■ Instructions to follow
Below are some records. Pull every line that contains the word "main".
Given records below:
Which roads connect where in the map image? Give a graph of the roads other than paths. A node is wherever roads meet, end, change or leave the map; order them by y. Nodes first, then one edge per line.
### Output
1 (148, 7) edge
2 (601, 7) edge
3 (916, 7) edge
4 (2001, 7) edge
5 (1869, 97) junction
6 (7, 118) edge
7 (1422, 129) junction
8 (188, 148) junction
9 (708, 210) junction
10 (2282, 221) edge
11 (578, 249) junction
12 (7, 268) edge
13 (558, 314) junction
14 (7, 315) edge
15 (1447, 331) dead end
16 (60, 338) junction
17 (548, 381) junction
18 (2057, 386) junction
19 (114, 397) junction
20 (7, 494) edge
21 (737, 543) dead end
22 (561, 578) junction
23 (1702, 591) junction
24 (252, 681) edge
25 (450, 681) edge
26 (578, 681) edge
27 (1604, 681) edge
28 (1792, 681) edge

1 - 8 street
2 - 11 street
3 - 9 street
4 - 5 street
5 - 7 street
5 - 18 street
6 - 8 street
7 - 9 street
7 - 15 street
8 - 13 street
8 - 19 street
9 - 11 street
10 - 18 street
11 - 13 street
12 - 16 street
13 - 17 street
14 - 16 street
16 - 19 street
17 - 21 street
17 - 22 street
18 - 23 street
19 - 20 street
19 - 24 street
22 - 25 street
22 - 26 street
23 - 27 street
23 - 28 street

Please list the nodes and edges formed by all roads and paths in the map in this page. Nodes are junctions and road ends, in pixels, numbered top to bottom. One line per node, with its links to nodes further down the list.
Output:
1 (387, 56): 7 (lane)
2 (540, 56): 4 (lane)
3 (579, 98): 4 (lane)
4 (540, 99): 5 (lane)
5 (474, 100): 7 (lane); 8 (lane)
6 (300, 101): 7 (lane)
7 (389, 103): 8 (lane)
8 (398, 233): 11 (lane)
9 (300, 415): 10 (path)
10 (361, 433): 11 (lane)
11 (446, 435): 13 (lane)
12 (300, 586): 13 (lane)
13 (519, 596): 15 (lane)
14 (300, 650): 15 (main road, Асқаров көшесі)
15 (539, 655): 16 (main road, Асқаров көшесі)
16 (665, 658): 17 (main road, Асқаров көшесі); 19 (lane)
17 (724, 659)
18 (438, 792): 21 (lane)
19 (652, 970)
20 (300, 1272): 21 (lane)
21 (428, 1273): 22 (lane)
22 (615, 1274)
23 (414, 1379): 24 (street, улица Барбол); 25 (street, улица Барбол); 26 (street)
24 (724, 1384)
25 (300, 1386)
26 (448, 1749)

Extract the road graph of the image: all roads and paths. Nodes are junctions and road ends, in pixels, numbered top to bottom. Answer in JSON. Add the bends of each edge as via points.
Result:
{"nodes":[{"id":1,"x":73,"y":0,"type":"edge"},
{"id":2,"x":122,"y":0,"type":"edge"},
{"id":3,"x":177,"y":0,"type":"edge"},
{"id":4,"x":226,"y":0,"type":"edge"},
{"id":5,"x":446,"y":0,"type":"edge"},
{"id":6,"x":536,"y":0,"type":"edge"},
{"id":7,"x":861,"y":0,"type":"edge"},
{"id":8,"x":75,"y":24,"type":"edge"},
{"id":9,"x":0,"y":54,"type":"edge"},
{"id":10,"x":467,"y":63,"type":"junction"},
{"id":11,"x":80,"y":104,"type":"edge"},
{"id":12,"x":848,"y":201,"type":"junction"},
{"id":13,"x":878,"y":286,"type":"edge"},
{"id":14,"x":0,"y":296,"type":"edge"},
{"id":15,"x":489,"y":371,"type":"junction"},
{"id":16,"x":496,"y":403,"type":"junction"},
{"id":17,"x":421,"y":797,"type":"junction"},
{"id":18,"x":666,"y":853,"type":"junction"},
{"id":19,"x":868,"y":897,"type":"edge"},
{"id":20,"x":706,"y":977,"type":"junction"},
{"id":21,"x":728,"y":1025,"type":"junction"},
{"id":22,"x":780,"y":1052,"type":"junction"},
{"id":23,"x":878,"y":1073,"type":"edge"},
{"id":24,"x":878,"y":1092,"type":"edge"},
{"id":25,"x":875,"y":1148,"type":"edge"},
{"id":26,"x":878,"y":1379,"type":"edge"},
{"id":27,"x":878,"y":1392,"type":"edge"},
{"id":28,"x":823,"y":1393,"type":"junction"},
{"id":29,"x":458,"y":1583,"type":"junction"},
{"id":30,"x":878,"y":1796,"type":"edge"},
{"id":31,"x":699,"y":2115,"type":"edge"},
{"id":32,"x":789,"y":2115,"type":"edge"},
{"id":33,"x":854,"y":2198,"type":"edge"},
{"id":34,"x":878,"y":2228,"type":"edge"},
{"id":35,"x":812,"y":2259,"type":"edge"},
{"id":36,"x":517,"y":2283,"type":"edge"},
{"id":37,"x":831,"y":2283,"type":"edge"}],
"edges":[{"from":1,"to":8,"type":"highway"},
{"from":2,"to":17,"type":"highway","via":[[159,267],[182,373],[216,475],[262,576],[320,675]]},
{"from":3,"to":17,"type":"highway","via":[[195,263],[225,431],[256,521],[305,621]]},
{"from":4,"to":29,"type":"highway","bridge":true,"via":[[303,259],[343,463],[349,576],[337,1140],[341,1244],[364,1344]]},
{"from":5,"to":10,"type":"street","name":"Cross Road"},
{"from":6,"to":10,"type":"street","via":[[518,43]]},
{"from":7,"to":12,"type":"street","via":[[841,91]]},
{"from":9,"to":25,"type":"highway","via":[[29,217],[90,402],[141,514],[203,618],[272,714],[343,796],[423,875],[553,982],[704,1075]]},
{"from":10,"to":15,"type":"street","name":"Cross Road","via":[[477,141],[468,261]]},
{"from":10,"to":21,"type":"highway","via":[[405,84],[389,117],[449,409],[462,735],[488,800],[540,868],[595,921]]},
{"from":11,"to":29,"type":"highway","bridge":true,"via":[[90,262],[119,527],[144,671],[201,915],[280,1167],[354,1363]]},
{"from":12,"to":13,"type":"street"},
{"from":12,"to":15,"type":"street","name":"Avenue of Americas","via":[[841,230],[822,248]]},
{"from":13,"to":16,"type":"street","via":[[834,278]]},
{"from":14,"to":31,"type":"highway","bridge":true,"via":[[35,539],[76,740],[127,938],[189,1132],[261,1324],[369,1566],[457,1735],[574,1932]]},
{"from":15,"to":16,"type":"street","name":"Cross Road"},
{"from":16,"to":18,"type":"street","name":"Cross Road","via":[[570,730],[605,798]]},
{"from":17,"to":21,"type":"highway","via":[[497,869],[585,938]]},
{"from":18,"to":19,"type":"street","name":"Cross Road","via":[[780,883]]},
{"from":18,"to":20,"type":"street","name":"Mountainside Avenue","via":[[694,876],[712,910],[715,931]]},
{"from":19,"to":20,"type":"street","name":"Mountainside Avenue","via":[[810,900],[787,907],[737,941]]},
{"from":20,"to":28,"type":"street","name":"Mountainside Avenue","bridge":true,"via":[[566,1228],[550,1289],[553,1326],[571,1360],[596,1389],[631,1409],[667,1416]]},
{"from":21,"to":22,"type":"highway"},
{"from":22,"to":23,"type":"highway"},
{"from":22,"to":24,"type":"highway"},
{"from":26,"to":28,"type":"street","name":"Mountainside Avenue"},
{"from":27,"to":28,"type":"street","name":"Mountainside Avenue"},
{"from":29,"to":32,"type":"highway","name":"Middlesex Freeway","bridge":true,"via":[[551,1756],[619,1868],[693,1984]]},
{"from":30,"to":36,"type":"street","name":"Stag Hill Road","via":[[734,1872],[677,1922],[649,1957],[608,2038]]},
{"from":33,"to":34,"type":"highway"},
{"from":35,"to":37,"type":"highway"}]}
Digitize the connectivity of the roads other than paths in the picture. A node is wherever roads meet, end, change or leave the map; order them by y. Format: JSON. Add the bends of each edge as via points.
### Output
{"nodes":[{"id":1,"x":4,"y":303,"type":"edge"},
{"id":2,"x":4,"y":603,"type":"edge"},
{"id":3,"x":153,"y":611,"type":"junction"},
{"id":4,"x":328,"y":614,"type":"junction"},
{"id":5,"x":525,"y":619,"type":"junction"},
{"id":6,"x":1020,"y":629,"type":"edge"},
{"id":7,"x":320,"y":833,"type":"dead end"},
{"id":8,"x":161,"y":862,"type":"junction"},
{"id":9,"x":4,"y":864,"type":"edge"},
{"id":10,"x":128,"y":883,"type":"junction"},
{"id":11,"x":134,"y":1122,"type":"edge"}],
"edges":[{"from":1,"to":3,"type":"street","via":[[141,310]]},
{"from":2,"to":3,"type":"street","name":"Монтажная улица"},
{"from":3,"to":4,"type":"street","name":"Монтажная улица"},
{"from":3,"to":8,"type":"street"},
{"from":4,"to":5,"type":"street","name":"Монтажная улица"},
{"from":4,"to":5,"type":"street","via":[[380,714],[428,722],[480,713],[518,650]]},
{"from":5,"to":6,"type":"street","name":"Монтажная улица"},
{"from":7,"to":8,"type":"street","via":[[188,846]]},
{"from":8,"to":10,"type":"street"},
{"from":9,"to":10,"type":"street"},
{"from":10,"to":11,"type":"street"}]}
End of Given records.
■ Solution to this problem
14 (300, 650): 15 (main road, Асқаров көшесі)
15 (539, 655): 16 (main road, Асқаров көшесі)
16 (665, 658): 17 (main road, Асқаров көшесі); 19 (lane)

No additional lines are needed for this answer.